Dataset records>
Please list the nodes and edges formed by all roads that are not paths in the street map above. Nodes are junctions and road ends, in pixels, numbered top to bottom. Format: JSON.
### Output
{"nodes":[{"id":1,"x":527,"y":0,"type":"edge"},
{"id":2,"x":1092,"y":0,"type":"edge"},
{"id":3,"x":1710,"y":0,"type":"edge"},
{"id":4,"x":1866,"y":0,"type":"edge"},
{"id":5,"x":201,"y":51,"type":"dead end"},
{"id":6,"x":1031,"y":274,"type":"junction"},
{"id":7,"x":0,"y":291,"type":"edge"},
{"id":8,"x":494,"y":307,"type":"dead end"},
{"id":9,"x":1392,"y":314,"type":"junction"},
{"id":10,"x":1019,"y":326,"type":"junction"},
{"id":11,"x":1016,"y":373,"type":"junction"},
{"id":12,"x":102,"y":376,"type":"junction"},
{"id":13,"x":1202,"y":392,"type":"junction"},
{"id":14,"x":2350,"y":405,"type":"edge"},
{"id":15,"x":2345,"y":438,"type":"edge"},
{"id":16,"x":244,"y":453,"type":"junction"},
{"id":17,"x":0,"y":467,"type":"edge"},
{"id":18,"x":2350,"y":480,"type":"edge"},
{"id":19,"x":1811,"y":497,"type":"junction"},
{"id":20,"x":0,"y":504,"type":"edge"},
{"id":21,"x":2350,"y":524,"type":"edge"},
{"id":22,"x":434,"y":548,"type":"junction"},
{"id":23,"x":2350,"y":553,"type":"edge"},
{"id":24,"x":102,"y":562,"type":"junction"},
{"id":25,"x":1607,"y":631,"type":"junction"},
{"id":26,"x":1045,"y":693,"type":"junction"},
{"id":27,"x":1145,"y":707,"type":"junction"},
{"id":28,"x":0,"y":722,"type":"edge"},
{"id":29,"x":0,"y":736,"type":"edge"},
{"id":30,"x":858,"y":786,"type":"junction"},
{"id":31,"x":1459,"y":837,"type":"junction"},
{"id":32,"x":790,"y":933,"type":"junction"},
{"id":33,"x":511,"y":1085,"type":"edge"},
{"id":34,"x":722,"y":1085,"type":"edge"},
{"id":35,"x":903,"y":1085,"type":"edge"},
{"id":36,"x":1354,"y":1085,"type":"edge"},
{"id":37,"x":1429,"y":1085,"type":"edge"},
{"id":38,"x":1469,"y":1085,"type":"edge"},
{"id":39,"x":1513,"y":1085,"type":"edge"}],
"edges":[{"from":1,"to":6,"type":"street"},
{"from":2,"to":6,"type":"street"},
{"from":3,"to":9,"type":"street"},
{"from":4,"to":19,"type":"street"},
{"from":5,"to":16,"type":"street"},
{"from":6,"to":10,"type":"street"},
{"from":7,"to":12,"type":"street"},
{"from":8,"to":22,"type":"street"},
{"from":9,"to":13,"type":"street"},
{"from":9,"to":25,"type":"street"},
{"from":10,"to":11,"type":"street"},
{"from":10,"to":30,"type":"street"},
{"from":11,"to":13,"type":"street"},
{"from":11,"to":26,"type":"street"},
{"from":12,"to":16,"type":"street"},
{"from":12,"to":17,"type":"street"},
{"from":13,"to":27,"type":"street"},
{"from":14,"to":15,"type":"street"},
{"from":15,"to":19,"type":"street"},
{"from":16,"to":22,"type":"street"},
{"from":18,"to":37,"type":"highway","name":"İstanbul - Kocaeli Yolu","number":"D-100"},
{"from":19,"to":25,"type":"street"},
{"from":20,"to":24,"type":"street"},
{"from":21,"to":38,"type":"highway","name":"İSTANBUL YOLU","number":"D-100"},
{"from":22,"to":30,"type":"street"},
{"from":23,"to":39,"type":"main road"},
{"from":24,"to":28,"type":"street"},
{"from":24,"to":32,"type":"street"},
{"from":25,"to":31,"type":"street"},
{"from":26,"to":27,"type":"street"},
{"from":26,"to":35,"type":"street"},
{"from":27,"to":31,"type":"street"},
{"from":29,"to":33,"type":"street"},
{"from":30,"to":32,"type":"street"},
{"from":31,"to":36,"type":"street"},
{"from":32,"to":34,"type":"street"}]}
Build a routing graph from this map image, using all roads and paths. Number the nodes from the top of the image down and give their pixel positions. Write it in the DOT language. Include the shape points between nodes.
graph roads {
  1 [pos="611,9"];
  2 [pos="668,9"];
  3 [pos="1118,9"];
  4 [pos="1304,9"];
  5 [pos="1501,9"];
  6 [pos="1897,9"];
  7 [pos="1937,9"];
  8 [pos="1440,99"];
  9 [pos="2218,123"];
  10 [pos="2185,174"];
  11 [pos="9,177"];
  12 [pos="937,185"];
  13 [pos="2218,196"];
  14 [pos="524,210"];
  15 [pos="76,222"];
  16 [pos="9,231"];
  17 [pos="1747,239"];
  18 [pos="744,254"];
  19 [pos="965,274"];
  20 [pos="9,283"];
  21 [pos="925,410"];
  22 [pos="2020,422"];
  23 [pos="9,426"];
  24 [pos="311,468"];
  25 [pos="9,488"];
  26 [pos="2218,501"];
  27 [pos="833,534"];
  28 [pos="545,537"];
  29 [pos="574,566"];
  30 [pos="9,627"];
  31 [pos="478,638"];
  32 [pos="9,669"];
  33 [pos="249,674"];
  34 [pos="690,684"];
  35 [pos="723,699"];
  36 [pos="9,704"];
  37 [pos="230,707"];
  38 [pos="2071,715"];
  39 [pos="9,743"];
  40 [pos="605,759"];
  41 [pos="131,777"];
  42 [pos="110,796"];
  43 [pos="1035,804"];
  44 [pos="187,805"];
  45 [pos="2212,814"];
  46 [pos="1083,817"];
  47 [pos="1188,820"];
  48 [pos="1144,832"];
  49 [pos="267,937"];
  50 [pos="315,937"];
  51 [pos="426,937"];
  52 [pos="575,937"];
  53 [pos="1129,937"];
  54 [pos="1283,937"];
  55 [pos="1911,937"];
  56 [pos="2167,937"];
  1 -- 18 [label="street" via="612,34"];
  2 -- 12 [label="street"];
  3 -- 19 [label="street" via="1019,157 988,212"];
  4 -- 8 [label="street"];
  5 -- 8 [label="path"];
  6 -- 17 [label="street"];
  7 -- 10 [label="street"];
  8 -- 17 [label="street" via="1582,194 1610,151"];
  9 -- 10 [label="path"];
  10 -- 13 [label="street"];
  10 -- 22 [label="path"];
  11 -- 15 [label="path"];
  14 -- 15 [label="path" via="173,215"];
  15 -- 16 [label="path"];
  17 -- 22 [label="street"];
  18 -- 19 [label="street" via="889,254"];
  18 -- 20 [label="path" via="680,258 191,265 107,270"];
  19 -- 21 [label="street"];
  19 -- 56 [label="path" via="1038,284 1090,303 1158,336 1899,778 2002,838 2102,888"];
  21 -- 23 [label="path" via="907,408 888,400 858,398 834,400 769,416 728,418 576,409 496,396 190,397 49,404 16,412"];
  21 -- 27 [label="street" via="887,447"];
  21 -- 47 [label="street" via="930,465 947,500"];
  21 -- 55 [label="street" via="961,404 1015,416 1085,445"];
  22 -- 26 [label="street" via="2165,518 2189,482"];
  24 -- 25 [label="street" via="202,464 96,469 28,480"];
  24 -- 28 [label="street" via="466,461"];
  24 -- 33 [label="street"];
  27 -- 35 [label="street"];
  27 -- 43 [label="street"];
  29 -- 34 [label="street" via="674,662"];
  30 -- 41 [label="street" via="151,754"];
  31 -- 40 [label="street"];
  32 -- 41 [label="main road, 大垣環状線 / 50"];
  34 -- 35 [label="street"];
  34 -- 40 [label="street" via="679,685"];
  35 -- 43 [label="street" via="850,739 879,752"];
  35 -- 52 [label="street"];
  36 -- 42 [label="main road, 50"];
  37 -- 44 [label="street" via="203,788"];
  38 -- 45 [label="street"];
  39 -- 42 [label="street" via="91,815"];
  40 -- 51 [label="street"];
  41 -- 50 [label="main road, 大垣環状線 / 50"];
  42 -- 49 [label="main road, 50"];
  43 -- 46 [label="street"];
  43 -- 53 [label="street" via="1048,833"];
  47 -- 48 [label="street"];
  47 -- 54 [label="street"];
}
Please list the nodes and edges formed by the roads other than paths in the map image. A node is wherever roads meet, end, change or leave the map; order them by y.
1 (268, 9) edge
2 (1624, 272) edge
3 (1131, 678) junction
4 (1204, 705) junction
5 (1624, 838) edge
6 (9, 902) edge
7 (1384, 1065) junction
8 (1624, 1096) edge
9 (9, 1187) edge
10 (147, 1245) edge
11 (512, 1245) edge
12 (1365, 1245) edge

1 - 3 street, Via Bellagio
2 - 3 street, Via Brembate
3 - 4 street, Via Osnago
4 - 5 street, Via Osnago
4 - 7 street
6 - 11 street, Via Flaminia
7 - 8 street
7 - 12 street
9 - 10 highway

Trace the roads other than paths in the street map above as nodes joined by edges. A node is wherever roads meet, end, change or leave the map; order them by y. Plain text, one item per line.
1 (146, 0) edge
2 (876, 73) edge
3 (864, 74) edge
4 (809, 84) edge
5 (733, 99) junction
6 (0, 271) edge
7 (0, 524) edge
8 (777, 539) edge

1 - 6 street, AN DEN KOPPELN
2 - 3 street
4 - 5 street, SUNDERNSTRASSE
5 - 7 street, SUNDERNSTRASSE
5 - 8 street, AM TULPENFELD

About this exercise> Copy out each line of the data that includes the string "dead".

Reply>
{"id":5,"x":201,"y":51,"type":"dead end"},
{"id":8,"x":494,"y":307,"type":"dead end"},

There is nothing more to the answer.